The contrast…my head is spinning! There’s water now? And food? Where only six months ago there was hunger and thirst? I can’t believe it. (And more padding, too: Not just water, but “soft drinks and juice;” not just linguini, but “a choice of marinara or Alfredo sauce.”)
Connoissseurs of Bob may suspect we’ve stumbled across what we journalists call his
chosen padding device motif. This is how the pros work, children. Such exquisitely chosen nuggets of pure irony will drive his point home — that once this was a place of misery, and now it’s a convention center again.
The floors of the convention hall’s far concourses have been polished so ferociously that they gleam…
At one booth, personalized business cards, designed and printed within minutes while you waited, were offered for sale. …
Where in September exhausted people prayed for rescue, a wheel-of-fortune game was now being played. …

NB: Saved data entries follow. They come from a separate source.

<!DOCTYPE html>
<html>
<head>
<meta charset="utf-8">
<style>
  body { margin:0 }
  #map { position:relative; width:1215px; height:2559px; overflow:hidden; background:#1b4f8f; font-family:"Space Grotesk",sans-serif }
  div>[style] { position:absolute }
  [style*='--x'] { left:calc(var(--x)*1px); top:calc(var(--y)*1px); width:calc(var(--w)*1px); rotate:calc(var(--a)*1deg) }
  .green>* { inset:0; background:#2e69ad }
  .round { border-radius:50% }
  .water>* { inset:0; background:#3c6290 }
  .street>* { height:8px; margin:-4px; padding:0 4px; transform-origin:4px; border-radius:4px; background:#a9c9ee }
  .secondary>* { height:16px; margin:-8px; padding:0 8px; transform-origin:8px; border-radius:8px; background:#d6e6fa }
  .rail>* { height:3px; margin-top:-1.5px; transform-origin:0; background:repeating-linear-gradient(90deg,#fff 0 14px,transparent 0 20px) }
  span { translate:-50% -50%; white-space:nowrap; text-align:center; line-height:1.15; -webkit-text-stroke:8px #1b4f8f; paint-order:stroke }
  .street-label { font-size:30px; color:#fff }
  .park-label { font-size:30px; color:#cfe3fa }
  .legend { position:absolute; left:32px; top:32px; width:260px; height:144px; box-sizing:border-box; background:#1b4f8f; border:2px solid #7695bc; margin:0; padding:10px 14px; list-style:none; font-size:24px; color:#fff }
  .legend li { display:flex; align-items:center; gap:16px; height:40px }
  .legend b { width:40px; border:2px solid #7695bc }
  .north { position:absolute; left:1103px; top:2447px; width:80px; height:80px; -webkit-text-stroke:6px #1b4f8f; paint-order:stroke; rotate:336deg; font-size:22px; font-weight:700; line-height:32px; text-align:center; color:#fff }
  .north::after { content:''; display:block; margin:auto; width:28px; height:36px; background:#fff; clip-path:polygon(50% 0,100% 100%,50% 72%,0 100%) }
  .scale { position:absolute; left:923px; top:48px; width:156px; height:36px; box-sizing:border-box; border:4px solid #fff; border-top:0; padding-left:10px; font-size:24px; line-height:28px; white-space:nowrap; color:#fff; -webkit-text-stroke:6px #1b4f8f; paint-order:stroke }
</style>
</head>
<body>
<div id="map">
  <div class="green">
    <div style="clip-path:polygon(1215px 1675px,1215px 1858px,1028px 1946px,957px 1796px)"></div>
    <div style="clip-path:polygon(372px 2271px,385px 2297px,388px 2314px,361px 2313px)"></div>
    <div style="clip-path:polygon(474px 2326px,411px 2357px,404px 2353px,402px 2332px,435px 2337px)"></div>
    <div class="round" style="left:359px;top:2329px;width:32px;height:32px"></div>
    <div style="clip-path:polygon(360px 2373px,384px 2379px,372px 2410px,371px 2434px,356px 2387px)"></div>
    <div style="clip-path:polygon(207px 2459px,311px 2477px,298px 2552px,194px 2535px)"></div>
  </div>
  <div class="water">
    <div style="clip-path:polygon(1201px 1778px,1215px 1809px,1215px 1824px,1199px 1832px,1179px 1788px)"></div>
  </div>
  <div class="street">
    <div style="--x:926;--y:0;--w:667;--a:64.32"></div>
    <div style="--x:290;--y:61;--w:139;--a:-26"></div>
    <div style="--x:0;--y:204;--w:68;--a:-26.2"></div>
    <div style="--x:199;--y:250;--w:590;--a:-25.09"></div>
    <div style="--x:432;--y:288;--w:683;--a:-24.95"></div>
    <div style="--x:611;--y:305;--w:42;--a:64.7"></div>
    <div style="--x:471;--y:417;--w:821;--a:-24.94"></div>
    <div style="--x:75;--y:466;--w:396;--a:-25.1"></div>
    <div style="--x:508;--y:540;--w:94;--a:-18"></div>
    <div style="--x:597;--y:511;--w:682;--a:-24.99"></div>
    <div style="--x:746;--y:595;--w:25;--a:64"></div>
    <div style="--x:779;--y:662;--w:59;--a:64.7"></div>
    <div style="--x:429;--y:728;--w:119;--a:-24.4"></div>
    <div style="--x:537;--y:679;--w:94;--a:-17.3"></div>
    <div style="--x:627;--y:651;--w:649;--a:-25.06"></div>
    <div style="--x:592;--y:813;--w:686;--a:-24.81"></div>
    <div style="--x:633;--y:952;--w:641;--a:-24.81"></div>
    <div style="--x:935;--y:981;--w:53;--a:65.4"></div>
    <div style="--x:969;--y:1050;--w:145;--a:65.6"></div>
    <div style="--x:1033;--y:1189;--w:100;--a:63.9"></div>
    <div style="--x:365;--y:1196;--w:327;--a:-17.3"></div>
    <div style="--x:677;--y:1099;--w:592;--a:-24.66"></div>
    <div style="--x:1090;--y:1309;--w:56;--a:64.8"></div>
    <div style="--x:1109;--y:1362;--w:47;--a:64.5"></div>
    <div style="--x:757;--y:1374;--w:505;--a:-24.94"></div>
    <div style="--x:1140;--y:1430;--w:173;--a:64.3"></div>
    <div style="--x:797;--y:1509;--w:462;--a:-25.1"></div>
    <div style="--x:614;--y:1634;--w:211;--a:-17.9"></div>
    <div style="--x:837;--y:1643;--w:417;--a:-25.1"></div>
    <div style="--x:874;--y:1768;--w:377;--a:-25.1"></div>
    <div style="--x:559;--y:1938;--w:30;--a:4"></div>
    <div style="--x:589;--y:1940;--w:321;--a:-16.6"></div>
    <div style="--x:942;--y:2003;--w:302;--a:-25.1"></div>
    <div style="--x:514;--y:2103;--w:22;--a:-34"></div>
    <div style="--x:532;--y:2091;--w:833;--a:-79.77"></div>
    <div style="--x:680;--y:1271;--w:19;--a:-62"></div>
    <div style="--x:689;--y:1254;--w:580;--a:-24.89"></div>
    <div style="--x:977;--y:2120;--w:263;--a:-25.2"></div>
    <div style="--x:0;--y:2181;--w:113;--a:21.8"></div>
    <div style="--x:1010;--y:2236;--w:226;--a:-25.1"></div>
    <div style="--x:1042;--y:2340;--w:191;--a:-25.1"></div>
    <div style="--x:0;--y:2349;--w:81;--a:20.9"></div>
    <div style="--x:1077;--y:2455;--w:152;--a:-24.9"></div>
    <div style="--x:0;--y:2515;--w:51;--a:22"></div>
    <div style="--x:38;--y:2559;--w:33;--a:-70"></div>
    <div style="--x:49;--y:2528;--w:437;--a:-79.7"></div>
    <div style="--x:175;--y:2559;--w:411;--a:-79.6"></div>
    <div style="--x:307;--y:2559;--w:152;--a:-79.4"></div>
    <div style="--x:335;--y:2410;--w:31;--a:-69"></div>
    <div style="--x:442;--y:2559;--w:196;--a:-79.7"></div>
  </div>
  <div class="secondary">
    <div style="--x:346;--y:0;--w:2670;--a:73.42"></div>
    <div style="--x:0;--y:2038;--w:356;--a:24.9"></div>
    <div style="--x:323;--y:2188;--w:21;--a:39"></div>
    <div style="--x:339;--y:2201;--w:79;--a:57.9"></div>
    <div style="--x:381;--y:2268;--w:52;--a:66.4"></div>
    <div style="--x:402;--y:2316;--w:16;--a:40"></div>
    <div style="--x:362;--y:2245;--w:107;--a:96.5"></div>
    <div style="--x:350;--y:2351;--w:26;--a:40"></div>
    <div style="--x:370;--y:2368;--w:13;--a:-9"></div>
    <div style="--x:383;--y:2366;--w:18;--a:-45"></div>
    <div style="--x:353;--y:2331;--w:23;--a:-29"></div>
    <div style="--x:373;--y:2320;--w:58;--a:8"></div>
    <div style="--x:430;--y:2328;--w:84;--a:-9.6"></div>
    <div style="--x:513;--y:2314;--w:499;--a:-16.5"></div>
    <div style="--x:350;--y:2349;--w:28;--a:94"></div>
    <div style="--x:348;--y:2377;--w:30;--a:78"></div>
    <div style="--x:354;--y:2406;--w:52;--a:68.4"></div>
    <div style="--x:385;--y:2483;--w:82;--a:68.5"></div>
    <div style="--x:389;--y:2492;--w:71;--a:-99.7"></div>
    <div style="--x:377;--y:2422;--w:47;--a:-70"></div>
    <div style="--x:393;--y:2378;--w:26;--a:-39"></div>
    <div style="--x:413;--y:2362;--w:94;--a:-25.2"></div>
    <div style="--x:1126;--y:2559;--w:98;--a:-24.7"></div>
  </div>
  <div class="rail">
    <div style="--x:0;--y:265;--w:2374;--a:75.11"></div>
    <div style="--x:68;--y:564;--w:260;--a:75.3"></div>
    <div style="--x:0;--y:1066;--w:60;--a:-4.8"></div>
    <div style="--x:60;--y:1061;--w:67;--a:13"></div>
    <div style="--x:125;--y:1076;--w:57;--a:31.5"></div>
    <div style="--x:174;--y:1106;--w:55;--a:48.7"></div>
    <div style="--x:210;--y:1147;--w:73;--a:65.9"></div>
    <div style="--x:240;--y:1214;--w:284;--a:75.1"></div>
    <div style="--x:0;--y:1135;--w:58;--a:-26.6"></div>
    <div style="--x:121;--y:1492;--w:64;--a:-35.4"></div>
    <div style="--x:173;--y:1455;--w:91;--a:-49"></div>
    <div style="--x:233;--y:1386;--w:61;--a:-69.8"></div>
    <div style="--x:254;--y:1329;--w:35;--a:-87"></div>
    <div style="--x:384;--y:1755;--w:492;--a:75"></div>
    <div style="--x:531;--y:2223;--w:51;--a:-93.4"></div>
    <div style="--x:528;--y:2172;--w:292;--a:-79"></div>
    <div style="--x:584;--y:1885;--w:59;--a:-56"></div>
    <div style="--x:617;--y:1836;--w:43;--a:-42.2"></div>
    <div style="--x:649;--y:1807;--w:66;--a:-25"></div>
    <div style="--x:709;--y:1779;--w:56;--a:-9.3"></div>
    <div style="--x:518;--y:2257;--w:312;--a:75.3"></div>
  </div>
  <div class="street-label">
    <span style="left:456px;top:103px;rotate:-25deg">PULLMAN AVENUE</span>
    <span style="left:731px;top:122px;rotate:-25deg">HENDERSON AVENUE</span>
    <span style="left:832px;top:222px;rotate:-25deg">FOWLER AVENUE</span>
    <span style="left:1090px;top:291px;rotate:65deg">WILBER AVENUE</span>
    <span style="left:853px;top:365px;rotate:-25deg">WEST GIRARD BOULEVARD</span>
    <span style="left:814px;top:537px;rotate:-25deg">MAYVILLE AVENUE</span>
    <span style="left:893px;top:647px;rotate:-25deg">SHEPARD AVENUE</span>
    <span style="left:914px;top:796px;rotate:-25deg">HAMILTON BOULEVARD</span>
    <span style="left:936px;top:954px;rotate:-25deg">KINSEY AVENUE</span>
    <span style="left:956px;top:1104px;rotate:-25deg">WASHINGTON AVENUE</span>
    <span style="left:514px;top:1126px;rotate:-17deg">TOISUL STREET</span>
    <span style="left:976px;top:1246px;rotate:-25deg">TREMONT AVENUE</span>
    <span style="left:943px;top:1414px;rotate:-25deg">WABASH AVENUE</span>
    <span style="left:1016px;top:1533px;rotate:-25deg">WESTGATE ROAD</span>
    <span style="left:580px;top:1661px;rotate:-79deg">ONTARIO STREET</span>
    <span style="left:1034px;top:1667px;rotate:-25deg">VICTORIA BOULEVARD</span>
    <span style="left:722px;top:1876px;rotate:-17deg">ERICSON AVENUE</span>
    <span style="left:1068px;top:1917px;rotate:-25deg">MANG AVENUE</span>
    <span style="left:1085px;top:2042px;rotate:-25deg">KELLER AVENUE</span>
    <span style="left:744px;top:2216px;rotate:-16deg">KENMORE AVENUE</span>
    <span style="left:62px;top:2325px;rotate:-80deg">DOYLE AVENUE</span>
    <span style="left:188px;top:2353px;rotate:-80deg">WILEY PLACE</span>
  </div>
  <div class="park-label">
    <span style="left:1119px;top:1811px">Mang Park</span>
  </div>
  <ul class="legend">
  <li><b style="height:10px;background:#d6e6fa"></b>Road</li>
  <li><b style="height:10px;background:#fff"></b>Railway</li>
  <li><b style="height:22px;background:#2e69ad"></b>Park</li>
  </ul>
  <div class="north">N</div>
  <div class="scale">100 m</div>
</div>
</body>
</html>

There are moments of actual human contact; Bob gets quotes from a cashier and a security guard. The latter was trapped in the center after the storm: “We just kept thinking, ‘Maybe today is the day someone will come and get us,’ ” he said. “You can’t erase those memories.” Now, you take this the way you want — after all, Bob is a best-selling author and NYT op-ed contributor and I’m unemployed — but if you had an actual eyewitness to that experience in front of you, talking, wouldn’t you try for a better quote than the one we heard over and over and over again while the event was going on?
OK, a quibble.
I think it would have been fun to hear from a librarian, too. Librarians are smart people, though. One might make a rude comment about Bob’s career arc or the quality of his work. Probably safer to stick with security guards.

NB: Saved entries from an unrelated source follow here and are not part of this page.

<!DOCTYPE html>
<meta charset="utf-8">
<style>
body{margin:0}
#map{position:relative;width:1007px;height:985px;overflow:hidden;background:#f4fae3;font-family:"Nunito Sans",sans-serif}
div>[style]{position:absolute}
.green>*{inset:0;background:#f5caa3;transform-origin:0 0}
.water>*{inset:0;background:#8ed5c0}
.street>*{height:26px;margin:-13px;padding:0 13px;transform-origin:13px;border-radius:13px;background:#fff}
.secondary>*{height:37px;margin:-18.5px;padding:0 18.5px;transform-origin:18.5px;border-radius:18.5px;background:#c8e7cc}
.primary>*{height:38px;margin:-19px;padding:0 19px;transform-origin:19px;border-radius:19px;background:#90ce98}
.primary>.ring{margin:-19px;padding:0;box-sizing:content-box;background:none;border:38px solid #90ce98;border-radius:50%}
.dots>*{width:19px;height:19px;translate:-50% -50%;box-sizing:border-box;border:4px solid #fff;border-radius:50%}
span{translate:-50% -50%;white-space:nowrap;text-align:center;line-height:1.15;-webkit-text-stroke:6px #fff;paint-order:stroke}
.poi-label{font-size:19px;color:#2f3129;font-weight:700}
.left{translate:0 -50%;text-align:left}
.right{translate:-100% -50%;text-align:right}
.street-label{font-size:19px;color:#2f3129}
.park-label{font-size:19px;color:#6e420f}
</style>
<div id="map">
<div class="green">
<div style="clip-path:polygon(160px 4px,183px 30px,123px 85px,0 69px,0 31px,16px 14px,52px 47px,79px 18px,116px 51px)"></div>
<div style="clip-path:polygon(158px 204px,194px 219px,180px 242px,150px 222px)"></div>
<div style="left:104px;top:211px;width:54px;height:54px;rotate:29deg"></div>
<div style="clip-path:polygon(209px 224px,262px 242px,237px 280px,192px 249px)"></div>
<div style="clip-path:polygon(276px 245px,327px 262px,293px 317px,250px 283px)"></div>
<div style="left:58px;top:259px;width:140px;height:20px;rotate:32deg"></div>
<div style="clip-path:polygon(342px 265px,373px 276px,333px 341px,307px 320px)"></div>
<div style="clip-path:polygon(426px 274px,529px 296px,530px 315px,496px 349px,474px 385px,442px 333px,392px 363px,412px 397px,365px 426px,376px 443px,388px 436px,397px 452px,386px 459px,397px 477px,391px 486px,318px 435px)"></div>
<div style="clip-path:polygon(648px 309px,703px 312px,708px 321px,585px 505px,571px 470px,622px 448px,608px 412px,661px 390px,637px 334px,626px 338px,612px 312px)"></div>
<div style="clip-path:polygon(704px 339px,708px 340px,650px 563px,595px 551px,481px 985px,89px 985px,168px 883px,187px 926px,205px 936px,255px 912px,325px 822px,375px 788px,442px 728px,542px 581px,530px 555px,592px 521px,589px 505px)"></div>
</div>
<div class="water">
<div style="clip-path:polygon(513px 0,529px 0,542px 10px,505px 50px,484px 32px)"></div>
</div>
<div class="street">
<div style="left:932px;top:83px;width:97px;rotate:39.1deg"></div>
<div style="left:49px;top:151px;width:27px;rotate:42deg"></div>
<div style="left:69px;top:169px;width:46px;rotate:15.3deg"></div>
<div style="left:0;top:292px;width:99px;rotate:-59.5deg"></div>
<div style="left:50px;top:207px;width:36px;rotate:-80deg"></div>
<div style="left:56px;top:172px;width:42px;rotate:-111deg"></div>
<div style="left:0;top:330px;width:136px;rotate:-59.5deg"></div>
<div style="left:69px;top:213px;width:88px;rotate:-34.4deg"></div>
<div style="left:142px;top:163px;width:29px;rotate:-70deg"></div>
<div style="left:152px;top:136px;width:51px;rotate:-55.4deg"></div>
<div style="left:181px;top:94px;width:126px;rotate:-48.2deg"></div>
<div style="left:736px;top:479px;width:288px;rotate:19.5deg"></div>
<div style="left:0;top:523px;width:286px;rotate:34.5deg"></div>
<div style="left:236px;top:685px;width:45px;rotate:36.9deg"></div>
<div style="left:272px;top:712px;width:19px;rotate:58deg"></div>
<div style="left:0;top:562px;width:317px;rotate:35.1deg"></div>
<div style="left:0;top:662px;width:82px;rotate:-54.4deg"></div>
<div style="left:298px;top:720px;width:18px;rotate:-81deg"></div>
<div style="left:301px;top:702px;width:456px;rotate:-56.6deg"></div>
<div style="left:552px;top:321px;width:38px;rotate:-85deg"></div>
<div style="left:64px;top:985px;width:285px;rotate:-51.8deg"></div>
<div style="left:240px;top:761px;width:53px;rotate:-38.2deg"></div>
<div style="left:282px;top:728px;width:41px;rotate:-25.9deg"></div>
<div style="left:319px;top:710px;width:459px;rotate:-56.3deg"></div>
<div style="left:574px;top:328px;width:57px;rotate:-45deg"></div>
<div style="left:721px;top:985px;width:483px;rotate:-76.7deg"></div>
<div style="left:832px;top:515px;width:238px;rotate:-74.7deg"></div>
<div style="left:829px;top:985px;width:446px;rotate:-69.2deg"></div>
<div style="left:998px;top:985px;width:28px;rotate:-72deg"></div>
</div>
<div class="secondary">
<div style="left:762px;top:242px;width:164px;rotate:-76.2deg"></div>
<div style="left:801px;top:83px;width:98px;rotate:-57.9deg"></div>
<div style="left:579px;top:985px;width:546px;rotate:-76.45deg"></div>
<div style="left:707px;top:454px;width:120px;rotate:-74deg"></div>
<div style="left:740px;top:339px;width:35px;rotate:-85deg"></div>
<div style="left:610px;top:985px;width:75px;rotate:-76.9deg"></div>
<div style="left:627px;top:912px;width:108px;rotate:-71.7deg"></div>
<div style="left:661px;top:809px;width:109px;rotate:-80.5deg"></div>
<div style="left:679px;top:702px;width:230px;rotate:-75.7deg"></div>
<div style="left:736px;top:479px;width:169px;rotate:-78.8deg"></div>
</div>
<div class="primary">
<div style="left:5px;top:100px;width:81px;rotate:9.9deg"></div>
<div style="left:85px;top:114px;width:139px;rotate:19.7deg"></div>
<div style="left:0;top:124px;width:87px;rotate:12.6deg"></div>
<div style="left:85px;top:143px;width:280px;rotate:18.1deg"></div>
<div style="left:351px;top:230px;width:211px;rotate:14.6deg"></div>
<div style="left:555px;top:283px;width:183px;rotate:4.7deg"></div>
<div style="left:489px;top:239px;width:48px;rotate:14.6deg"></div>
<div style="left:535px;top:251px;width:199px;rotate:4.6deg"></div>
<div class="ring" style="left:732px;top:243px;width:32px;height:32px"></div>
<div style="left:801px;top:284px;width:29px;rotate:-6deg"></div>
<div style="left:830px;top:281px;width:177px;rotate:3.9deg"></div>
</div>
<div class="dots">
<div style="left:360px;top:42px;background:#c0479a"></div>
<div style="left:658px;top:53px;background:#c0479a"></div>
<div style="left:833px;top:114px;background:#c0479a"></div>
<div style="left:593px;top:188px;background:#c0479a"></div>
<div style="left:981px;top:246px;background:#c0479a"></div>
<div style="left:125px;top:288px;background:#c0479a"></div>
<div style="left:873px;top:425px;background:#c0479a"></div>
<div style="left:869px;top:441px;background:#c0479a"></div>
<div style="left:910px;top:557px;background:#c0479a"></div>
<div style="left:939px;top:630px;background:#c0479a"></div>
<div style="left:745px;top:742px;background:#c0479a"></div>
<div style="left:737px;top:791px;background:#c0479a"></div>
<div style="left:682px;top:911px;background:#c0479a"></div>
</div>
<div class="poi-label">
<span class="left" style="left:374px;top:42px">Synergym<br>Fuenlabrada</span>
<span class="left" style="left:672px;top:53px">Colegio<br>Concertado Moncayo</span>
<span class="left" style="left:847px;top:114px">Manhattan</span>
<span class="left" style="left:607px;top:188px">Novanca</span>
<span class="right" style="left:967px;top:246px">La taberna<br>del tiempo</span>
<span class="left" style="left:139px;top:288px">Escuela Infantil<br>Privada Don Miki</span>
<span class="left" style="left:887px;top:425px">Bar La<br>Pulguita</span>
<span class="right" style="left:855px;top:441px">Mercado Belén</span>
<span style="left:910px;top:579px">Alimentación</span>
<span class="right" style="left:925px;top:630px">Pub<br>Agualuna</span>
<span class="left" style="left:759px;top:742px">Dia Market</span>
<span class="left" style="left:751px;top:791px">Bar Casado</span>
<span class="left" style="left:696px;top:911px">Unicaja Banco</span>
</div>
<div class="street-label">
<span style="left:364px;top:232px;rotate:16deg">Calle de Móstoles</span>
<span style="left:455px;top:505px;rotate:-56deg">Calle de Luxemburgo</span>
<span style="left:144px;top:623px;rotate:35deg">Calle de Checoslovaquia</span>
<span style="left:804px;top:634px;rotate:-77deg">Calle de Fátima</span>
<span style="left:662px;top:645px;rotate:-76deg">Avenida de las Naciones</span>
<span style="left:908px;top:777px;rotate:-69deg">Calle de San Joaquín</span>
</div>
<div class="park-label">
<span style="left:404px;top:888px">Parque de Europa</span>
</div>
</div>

Enough Bob, then. I should just be grateful that he hasn’t come to Detroit yet, where Martha Reeves, once leader of the Vandellas, now sits on the city council:
Where once she sang “Dancing in the Streets,” now she presides over pothole maintenance on those same streets… She once crooned that she had “Nowhere to Run,” and today she cannot run from constituents… She said her love was like a heat wave, and now a heat wave is cause for concern in a city like Detroit…
Best not give him ideas.
Actually, if you’re in a pissy mood today, this is bracing. Via FWObserved, a new owner of one of the Knight Ridder orphans, rips Prince P. Anthony a new one:
On one of his first visits to the Star-Telegram during the spring of 1997 after buying the newspaper, Ridder sent the executive suite into a tailspin. Publisher Wes Turner had been on the job only a few months, and here he was in the midst of his first corporate dilemma. His new boss was irate.
Ridder’s golf clubs were missing!
Ridder had come to play golf. And as he left town, he had directed that his clubs be forwarded to his next destination.
But the paper had shipped the clubs to the wrong city.
Hands were wrung. Brows were mopped. A sense of imminent doom hung over the newspaper while personnel searched for the chairman’s lost clubs.
No resources were spared. Surely, a newspaper that can uncover crime, graft and holes in corporate résumés can find the chairman’s prized clubs.
And so they did, just (one can only hope) in time for Chairman Ridder to make his next tee time after giving one of his holier-than-thou speeches on the urgent importance of good journalism.
Hee. He came to Fort Wayne once. Hands were wrung and brows were mopped, certainly, but mostly: Asses were kissed.
Oh, stop it. How about some tasty bloggage:
A still-employed Chicago Tribune columnist, Eric Zorn, cuts to the heart of it in his reaction to Barack Obama’s dumb speech earlier this week: Strawman to Barack Obama: Uncle!
You all enjoy. I’m off to do a rewrite.